Goal of the exercise: Filter these entries down to lines holding "世纪大道".

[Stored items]
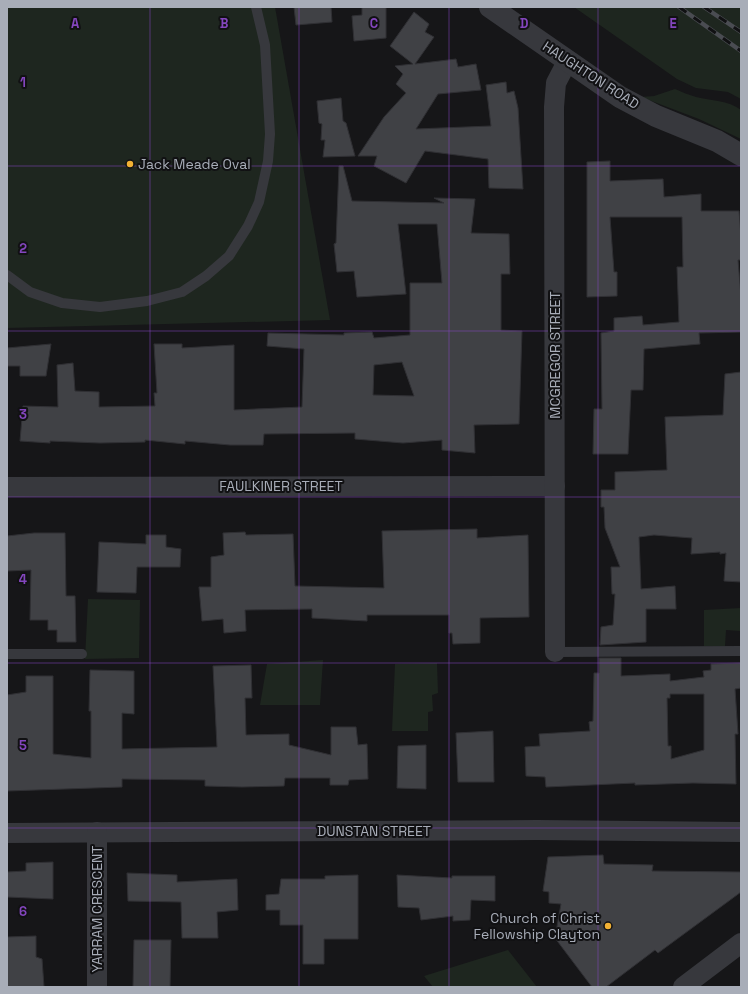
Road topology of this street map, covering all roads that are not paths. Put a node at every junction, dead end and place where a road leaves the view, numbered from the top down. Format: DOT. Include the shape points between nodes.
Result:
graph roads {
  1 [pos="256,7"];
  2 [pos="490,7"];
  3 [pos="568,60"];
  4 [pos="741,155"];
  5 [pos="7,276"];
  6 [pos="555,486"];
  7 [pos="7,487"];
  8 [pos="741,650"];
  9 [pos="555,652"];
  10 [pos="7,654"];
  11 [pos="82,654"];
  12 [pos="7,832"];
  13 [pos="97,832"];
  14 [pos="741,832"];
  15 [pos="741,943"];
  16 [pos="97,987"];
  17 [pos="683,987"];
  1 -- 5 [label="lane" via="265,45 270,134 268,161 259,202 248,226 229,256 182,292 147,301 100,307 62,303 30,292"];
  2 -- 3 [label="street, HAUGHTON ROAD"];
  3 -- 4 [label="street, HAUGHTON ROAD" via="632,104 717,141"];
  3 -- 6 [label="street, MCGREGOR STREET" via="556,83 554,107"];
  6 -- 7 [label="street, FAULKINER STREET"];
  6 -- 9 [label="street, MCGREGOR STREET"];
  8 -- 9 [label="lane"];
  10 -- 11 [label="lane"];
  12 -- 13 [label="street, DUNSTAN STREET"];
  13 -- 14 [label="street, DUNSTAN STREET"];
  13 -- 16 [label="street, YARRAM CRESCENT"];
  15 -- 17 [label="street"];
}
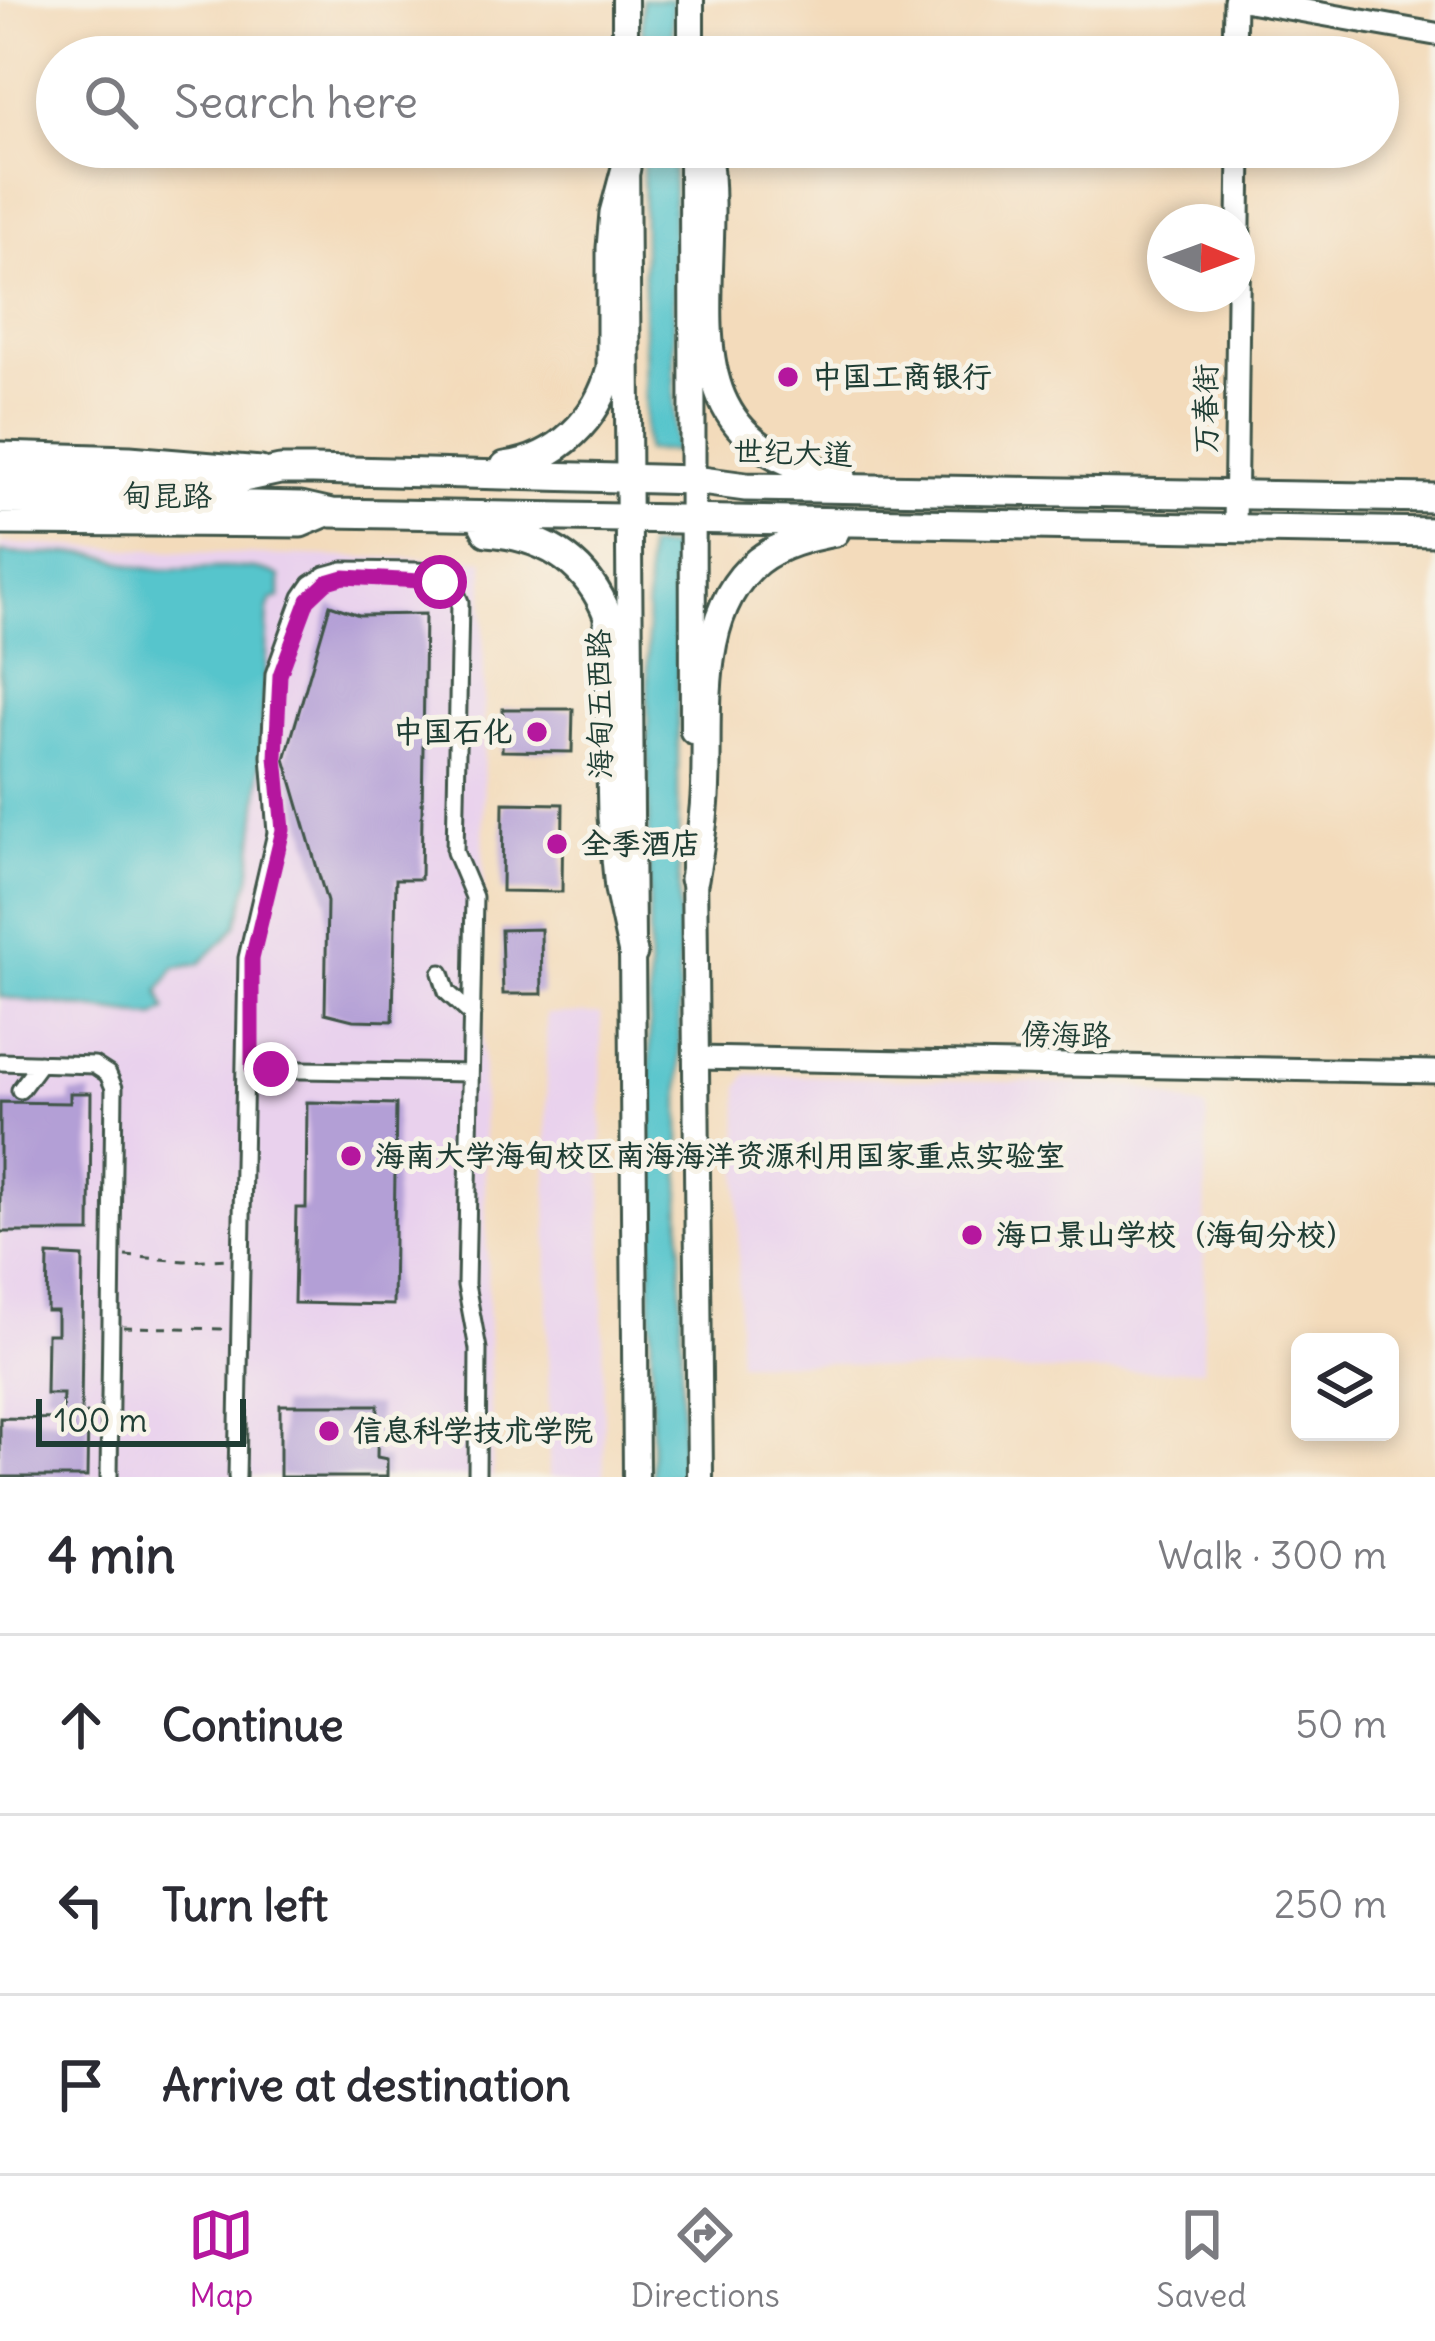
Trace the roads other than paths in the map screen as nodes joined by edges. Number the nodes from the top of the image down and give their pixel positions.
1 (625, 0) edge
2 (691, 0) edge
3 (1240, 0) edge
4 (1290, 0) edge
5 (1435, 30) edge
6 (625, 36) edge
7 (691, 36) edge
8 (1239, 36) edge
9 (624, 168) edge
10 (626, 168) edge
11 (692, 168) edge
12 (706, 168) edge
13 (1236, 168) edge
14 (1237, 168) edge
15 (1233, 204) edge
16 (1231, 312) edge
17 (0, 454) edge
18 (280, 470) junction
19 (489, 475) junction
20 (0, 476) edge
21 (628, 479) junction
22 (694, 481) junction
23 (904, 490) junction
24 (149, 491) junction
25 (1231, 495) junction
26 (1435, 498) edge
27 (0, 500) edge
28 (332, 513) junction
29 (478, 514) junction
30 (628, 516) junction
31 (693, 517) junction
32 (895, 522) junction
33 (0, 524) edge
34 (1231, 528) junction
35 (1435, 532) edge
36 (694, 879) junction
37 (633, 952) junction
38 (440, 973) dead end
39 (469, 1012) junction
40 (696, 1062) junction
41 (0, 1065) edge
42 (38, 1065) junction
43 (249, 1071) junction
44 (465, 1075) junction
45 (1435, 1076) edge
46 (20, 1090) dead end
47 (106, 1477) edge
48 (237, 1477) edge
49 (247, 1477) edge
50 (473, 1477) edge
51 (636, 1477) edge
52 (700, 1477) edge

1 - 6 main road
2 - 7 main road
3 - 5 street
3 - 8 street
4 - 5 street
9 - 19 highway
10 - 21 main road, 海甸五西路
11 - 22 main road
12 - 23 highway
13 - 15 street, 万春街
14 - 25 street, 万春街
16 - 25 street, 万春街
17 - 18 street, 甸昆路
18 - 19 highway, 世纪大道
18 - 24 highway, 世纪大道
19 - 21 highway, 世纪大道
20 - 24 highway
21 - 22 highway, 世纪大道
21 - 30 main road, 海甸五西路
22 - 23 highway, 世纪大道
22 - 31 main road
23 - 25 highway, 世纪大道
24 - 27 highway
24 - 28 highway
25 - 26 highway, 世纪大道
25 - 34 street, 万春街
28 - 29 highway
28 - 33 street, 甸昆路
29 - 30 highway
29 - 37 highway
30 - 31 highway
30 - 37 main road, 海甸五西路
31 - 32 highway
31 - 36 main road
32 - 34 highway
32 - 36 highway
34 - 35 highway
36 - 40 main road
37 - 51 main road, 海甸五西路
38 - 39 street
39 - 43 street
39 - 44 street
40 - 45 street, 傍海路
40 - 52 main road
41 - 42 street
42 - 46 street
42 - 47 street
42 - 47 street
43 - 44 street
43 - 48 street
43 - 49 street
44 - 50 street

Result:
18 - 19 highway, 世纪大道
18 - 24 highway, 世纪大道
19 - 21 highway, 世纪大道
21 - 22 highway, 世纪大道
22 - 23 highway, 世纪大道
23 - 25 highway, 世纪大道
25 - 26 highway, 世纪大道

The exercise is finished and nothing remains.